We worked till after dark getting out the sacks of plaster (90 sacks), damaged and undamaged.
Huff actually broke a rib in the accident. The following morning, the remaining plaster and lumber was removed from the tipped truck. Between the 19th and August 29, the concrete forms were built and Huff prepared the mold for the ichthyosaur bas-relief. Huff, Doris and Colin returned home on August 30th and were not present when the 50 cubic yards of cement were poured into the forms on September 11. Between the 22nd and 25th, all the lumber was removed from the finished wall. Huff returned on the 28th to finish cleaning up the wall and prepare for the "unveiling" on the 29th. Camp described the event:
Whole big crowd … went up and built benches, hauled away debris and put parachute cloth up for "veil" ….
Rain commenced at 11 am and came down intermittently with thunder and hail until nearly 3 when 100 or more people had appeared.
Dedicating included introduction of Bill Huff by me—his fine speech—a closing paragraph or two when the monster was unveiled by pulling a cord and Mrs.
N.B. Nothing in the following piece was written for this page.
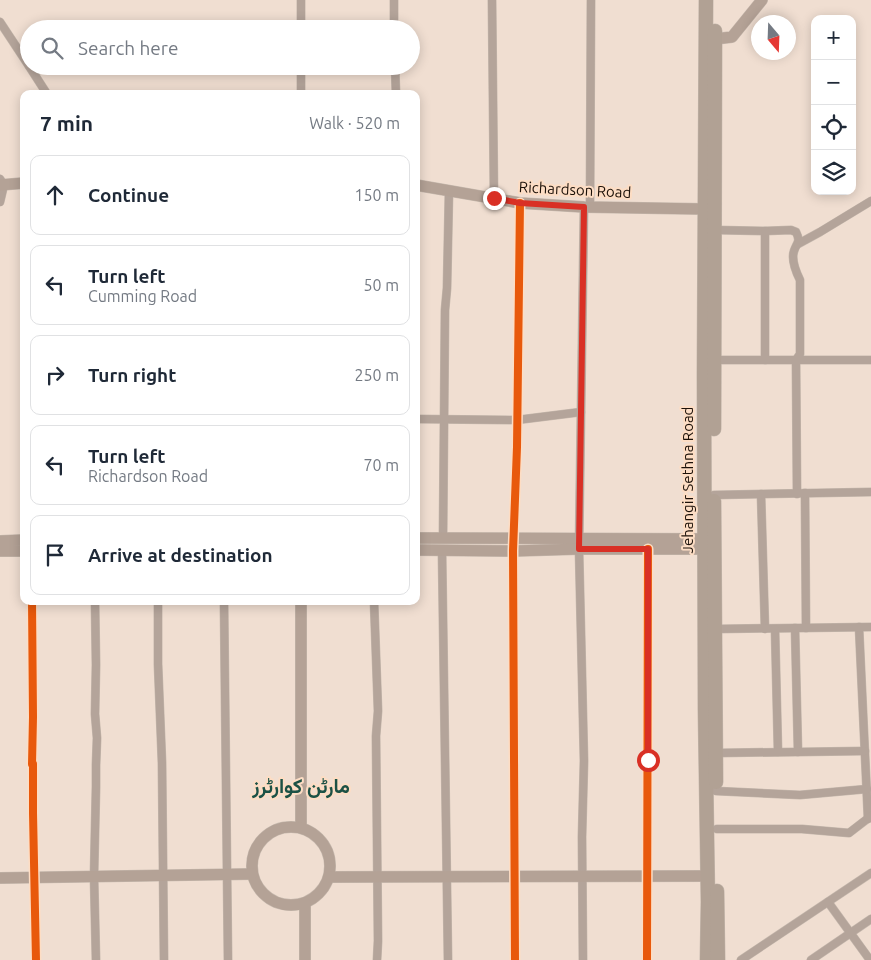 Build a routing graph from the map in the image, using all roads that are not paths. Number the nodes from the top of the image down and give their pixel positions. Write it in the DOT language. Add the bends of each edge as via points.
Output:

Margaret Wheat christened him Shoshonisaurus [sic] with an old bottle filled with Pacific Ocean water. All then fled from the impending rain and had a dinner of two turkeys provided by Lt. Commander and Margaret Grant who also brought champagne partly provided by personnel of the Air Base. Drank, toasted and made merry until late.
Huff had the ichthyosaur painted a solid black, but at some point, somebody decided to paint a white iris for the eye and Huff was angered by what he viewed as vandalism. To this day, the white iris remains.
As noted on page 3, after two earlier attempts (in 1961 and 1966), Huff was finally able to mount his plaque celebrating Charles Camp at the entrance to the shelter covering Berlin-Ichthyosaur's main quarry in 1973.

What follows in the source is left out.